Fusione nucleare con il laser: un passo avanti
A parte i frequenti annunci, più o meno realistici, nell'ambiguo campo della fusione "fredda", la strada per ottenere energia con il processo di fusione nucleare (quando atomi di idrogeno si uniscono a formare elio) è storicamente legata a due possibilità: da un lato c'è quella più classica, che prevede di riscaldare una massa di trizio (la forma di idrogeno con un peso atomico tre volte superiore rispetto a quello normale) a circa cinquanta milioni di gradi. A quella temperatura il processo di fusione dovrebbe innescarsi, producendo enormi quantità di energia. Naturalmente nessun contenitore al mondo può trattenere qualcosa di così caldo, e per questo si userebbe il cosiddetto confinamento magnetico: un campo magnetico fortissimo capace di trattenere al suo interno il plasma formato dal trizio.
L'altra strada, da molti considerata quella ideale, prevede di riscaldare, sempre a cinquanta milioni di gradi, piccolissime "pillole" di idrogeno. La fusione sarebbe comunque innescata, per brevissimi intervalli di tempo. Il generatore ideale sarebbe, insomma, composto da una macchina "spara-pillole" di idrogeno con un laser che le scalderebbe una ad una per far raggiungere loro la temperatura necessaria ad accendere il processo di fusione.
Un passo in avanti in questa direzione è stato compiuto, secondo un articolo pubblicato dalla rivista Nature, dall'Università di Osaka, in Giappone. Qui esiste una struttura dedicata specificamente allo studio della fusione accesa con il laser: il Fast-Ignitor Consortium.
La prova giapponese non deve essere vista come una rivoluzione tecnologica: lo scorso anno lo stesso gruppo aveva già dimostrato che la tecnica potrebbe funzionare, ma non c'erano prove su una sua applicazione concreta.
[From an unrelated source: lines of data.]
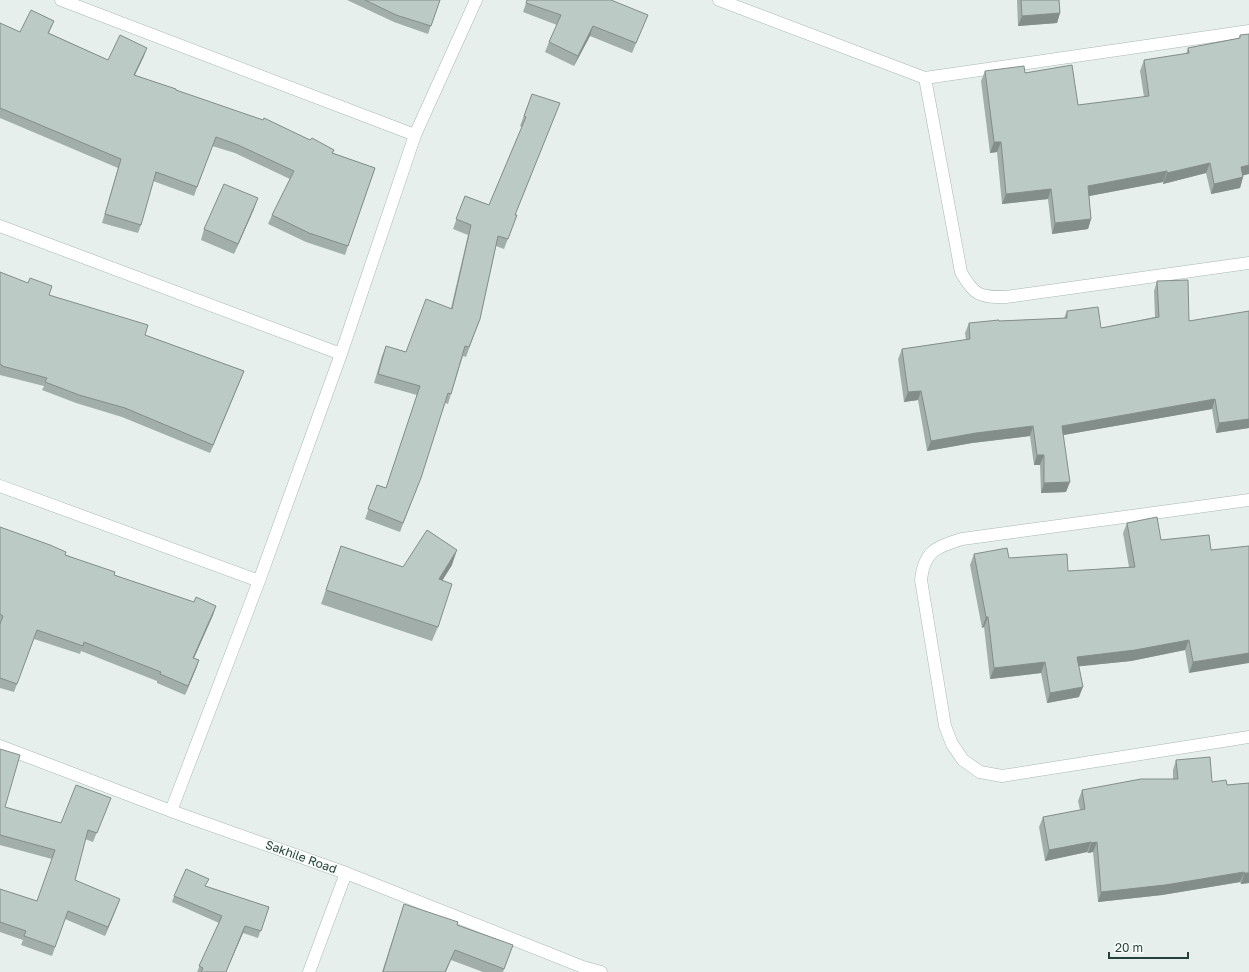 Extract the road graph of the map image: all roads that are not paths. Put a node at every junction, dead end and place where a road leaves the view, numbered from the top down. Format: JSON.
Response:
{"nodes":[{"id":1,"x":61,"y":0,"type":"edge"},
{"id":2,"x":476,"y":0,"type":"edge"},
{"id":3,"x":719,"y":0,"type":"edge"},
{"id":4,"x":1249,"y":31,"type":"edge"},
{"id":5,"x":925,"y":78,"type":"junction"},
{"id":6,"x":415,"y":135,"type":"junction"},
{"id":7,"x":0,"y":226,"type":"edge"},
{"id":8,"x":1249,"y":263,"type":"edge"},
{"id":9,"x":341,"y":354,"type":"junction"},
{"id":10,"x":0,"y":486,"type":"edge"},
{"id":11,"x":1249,"y":500,"type":"edge"},
{"id":12,"x":259,"y":581,"type":"junction"},
{"id":13,"x":1249,"y":737,"type":"edge"},
{"id":14,"x":0,"y":746,"type":"edge"},
{"id":15,"x":171,"y":811,"type":"junction"},
{"id":16,"x":346,"y":873,"type":"junction"},
{"id":17,"x":309,"y":972,"type":"edge"},
{"id":18,"x":601,"y":972,"type":"edge"}],
"edges":[{"from":1,"to":6,"type":"street"},
{"from":2,"to":6,"type":"street"},
{"from":3,"to":5,"type":"street"},
{"from":4,"to":5,"type":"street"},
{"from":5,"to":8,"type":"street"},
{"from":6,"to":9,"type":"street"},
{"from":7,"to":9,"type":"street"},
{"from":9,"to":12,"type":"street"},
{"from":10,"to":12,"type":"street"},
{"from":11,"to":13,"type":"street"},
{"from":12,"to":15,"type":"street"},
{"from":14,"to":15,"type":"street","name":"Sakhile Road"},
{"from":15,"to":16,"type":"street","name":"Sakhile Road"},
{"from":16,"to":17,"type":"street"},
{"from":16,"to":18,"type":"street","name":"Sakhile Road"}]}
Ora, usando uno dei più potenti laser esistenti al mondo, i ricercatori dell'Università di Osaka hanno visto che, almeno in linea di principio, è possibile scaldare l'idrogeno alla temperatura necessaria per la fusione su larga scala, ad un livello, quindi, che potrebbe permettere, in futuro, di usare la tecnologia per la produzione effettiva di energia elettrica.